The pandemic has forced millions of people across Canada to stay home no longer eating out, giving rise to "the virtual restaurant". Virtual restaurants are also known as dark, cloud or ghost kitchens and they exist just to take orders from food-delivery apps. They don't have dining areas or servers and often do not even have a storefront. The only physical part of them is the kitchen where delivery drivers pick up.
The first ghost kitchen started in New York in 2013 and the concept has grown from there as have the delivery apps that work with them. Online food delivery is big business, the global market is currently US$84.6 billion and is projected to nearly double to US$164.5 billion by 2024. In Canada a third of the $3.3 billion food delivery market goes through third party apps like Skip the Dishes and DoorDash.
There are many incentives for restaurant owners to have a ghost kitchen. Labour costs account for a third of a restaurant's revenue and ghost kitchens cut these costs as front-of-house staff are eliminated. Owners are able to offer a variety of food styles all from the same kitchen which can be set up anywhere such as rented spaces inside commissary kitchens, converted warehouses and even parked trailers.

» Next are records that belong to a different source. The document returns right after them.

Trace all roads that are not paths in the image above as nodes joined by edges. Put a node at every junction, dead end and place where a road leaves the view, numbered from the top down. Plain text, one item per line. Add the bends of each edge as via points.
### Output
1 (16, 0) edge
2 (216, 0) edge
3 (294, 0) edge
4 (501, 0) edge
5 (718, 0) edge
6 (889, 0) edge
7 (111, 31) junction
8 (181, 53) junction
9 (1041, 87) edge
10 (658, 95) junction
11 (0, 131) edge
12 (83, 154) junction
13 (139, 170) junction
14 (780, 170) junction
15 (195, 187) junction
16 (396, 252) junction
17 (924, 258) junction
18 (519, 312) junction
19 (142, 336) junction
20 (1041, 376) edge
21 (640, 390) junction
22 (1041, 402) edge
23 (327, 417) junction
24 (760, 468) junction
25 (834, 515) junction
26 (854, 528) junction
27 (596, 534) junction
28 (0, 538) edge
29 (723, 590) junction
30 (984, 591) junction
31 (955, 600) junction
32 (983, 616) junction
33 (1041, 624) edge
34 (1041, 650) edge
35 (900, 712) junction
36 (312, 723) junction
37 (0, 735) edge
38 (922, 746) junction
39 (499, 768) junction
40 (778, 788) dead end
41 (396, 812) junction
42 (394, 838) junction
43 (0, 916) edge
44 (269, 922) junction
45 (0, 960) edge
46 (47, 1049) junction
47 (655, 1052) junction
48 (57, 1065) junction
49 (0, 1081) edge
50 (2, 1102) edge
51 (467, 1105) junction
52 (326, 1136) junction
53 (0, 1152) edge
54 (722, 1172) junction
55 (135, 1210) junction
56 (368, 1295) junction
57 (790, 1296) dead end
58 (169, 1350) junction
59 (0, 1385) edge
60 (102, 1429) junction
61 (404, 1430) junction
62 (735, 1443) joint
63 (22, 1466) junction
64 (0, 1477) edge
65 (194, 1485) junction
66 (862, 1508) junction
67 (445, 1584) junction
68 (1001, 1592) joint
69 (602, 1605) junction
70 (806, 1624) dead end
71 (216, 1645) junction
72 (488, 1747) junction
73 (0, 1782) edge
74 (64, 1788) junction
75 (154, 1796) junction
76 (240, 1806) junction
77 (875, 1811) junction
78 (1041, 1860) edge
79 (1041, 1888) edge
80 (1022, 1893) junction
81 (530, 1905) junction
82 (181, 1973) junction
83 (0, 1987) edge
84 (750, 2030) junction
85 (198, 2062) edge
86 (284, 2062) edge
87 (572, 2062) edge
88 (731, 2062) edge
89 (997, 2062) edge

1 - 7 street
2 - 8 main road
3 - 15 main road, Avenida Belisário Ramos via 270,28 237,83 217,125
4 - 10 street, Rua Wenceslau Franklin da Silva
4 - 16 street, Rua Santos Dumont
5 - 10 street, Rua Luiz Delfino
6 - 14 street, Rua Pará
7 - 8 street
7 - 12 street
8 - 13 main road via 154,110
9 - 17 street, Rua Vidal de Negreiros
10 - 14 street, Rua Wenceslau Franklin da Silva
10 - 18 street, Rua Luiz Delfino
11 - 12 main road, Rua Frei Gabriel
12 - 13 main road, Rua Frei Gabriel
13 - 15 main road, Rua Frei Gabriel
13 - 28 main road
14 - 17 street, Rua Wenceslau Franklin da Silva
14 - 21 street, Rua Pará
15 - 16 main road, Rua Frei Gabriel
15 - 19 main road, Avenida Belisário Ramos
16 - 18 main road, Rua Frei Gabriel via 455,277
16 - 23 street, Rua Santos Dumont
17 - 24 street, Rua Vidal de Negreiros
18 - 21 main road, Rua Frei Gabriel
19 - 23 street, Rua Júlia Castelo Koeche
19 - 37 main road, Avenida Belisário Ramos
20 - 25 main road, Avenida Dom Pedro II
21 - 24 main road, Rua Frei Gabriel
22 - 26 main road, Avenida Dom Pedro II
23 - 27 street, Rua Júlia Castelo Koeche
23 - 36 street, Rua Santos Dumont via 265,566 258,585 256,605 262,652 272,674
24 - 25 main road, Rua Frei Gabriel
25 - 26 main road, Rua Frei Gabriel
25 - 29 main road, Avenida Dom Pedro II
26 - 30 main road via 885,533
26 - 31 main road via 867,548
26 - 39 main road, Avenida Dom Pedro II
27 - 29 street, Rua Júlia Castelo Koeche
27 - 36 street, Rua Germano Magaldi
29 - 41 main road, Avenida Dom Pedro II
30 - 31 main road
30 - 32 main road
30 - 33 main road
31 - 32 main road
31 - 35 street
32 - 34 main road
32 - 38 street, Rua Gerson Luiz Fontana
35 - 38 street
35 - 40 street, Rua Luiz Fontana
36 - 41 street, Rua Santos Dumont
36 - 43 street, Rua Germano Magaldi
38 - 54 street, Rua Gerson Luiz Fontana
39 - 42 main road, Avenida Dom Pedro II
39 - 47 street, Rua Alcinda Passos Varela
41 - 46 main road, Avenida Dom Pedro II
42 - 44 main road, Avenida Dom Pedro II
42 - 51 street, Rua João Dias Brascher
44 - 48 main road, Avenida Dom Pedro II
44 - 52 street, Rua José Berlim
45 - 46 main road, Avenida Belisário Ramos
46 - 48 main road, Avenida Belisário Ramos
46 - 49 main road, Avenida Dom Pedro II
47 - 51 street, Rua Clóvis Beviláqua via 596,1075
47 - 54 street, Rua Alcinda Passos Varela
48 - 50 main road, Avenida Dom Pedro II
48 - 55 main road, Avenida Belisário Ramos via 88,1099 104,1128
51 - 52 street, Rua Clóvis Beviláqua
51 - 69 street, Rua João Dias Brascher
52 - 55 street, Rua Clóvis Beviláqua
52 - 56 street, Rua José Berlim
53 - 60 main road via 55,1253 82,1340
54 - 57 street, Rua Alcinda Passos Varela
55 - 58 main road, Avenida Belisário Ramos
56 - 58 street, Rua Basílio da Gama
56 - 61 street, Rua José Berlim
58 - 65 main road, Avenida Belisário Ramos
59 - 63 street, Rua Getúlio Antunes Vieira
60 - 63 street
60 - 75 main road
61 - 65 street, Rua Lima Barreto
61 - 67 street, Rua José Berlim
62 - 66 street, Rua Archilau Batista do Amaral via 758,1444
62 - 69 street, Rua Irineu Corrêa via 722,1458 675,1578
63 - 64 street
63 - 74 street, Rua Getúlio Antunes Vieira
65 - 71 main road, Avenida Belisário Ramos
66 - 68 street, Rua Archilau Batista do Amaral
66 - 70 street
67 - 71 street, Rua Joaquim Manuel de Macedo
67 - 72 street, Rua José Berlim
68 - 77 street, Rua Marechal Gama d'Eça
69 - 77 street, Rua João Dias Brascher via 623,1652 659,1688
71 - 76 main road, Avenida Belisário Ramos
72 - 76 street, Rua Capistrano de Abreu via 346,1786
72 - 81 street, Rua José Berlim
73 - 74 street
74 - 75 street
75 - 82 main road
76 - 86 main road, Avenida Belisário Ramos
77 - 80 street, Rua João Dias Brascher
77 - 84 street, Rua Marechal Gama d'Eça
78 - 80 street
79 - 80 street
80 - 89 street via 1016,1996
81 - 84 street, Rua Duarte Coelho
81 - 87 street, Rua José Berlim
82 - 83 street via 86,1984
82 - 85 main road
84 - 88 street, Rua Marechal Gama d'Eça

In 2019 a well known large restaurant conglomerate in BC launched 100 virtual restaurants in repurposed kitchen spaces. In 2019 a Restaurants Canada survey of 9424 food service establishments found that only 4% of those responding operated ghost kitchens but 17% were planning on launching one in the next two years. Sixty-two per cent of Canadian quick service restaurants already use a third party delivery service so especially due to Covid-19 it makes sense to create a ghost kitchen to further use these services.
Regulations for virtual restaurants depend on the province but they are generally treated the same as a brick and mortar restaurant. They are inspected prior to opening and have regular and random inspections.